Mai 2000 EEX bindet die ersten Teilnehmer für den Spotmarkt an ihre Systeme an.

Juni 2000 EEX startet Handelssimulation für den Spotmarkt.

August 2000 Der Spotmarkt der EEX startet am 8. August.

Oktober 2000 EEX startet Handelssimulation für den Terminmarkt.

Dezember 2000 EEX berechnet Stromindizes.

März 2001 EEX-Terminmarkt startet am 1. März 2001.

Oktober 2001 EEX und LPX geben auf einer gemeinsamen Pressekonferenz in Berlin ihre Fusion zum Anfang des kommenden Jahres bekannt. Die fusionierte Strombörse, die European Energy Exchange AG (EEX) heissen wird, soll ihren Sitz in Leipzig haben.

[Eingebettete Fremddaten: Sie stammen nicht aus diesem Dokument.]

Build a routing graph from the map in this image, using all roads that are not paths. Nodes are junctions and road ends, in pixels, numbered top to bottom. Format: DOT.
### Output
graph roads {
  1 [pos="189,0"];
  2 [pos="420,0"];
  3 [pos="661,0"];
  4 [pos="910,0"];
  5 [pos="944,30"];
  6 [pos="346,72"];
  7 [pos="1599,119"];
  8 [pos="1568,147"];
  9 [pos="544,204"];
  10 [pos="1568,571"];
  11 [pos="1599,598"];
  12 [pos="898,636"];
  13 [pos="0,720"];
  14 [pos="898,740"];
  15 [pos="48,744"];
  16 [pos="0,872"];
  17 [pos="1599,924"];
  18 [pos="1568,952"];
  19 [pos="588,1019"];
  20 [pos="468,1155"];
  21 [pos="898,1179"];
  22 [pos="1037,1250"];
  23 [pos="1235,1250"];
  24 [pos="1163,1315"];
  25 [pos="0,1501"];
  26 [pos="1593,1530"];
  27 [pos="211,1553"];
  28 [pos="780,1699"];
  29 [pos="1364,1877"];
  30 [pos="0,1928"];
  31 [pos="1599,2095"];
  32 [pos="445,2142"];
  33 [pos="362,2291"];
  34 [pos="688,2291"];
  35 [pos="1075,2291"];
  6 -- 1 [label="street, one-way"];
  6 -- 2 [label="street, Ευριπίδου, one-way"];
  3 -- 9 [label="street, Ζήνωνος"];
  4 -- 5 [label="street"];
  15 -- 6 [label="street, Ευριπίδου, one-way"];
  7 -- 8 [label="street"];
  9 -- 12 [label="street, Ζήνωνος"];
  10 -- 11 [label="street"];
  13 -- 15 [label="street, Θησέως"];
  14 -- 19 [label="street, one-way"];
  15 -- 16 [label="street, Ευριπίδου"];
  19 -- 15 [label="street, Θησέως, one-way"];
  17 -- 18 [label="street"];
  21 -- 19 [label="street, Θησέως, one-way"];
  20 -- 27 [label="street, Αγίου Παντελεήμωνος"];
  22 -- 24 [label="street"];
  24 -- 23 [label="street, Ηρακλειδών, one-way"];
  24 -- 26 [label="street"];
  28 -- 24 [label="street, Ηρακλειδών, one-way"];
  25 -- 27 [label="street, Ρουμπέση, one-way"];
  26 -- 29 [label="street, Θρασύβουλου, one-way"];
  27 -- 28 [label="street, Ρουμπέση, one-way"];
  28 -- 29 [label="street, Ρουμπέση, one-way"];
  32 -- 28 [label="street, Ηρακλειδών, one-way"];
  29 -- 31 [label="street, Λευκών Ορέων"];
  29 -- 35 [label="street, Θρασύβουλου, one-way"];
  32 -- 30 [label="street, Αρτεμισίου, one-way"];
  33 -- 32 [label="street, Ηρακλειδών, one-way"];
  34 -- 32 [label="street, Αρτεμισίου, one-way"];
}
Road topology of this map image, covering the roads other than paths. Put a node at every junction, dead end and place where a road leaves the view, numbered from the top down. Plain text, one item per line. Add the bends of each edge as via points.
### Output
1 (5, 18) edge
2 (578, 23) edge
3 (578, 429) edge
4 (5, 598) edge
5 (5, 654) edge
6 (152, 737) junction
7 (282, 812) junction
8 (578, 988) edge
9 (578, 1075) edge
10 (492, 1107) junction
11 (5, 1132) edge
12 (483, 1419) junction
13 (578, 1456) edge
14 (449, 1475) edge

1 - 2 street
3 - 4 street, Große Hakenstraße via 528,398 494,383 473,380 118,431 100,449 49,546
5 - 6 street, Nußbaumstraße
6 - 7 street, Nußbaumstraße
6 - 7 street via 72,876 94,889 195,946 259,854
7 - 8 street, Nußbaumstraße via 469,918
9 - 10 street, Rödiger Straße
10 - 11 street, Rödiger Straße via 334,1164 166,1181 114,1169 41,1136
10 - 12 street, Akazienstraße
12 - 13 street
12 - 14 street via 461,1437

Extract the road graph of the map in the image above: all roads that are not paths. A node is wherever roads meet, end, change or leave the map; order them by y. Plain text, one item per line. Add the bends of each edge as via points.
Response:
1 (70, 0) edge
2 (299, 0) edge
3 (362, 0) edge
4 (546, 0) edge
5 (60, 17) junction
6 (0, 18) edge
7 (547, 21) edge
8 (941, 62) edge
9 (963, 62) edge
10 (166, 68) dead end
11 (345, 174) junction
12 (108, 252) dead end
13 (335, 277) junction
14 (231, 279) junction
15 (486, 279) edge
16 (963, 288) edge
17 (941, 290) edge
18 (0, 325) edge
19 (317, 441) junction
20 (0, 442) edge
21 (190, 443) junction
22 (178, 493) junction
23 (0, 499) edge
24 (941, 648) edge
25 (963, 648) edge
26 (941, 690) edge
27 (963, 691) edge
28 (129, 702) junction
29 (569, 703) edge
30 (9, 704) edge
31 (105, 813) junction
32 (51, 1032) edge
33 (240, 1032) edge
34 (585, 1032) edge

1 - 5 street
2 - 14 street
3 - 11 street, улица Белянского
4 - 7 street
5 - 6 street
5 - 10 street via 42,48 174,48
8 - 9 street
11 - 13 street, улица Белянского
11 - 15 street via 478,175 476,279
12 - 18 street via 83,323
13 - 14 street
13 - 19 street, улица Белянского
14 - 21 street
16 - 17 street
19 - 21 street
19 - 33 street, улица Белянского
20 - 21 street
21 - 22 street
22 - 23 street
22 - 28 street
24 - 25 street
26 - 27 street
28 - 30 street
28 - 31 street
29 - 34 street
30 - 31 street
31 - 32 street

An der neuen EEX werden rund 90 Teilnehmer aus neun Ländern handeln. Bisher werden an beiden Spotmärkten rund 90 000 MWh pro Tag umgesetzt. Das entspricht einem Anteil von 6,6 Prozent des in Deutschland abgesetzten Stroms. Mittelfristig peilt die neue EEX einen Marktanteil von rund 20 Prozent an. Die neue Eigentümerstruktur der einzigen deutschen Strombörse: Die bundesdeutsche Energiewirtschaft hält 28,45 Prozent der neuen EEX-Anteile, die Eurex 24,73 Prozent. Weiterhin beteiligt sind die skandinavische Strombörse Nord Pool (16,13 Prozent), die Landesbank Sachsen (16,13 Prozent), der Freistaat Thüringen sowie die Bankgesellschaft Berlin (0,20 Prozent), der Freistaat Sachsen und die Stadt Leipzig (6,86 Prozent). Die restlichen 7,5 Prozent der Anteile, die von der Stadt und dem Freistaat Sachsen abgegeben werden, sind noch frei und werden Energieunternehmen zum Kauf angeboten.